Top of Data in this exercise

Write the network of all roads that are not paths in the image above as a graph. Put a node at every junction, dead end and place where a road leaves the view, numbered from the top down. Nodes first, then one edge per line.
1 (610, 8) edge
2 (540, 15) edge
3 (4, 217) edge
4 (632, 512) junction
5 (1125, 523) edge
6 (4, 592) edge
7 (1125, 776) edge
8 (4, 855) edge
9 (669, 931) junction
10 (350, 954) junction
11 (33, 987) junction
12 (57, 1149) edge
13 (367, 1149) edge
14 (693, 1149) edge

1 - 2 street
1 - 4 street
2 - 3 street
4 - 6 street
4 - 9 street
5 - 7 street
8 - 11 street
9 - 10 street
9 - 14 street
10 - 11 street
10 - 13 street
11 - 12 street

Bottom of Data in this exercise

• **What you need to do**: Only an exact retyping of the full data will do.

• **Reply to the exercise**:
Write the network of all roads that are not paths in the image above as a graph. Put a node at every junction, dead end and place where a road leaves the view, numbered from the top down. Nodes first, then one edge per line.
1 (610, 8) edge
2 (540, 15) edge
3 (4, 217) edge
4 (632, 512) junction
5 (1125, 523) edge
6 (4, 592) edge
7 (1125, 776) edge
8 (4, 855) edge
9 (669, 931) junction
10 (350, 954) junction
11 (33, 987) junction
12 (57, 1149) edge
13 (367, 1149) edge
14 (693, 1149) edge

1 - 2 street
1 - 4 street
2 - 3 street
4 - 6 street
4 - 9 street
5 - 7 street
8 - 11 street
9 - 10 street
9 - 14 street
10 - 11 street
10 - 13 street
11 - 12 street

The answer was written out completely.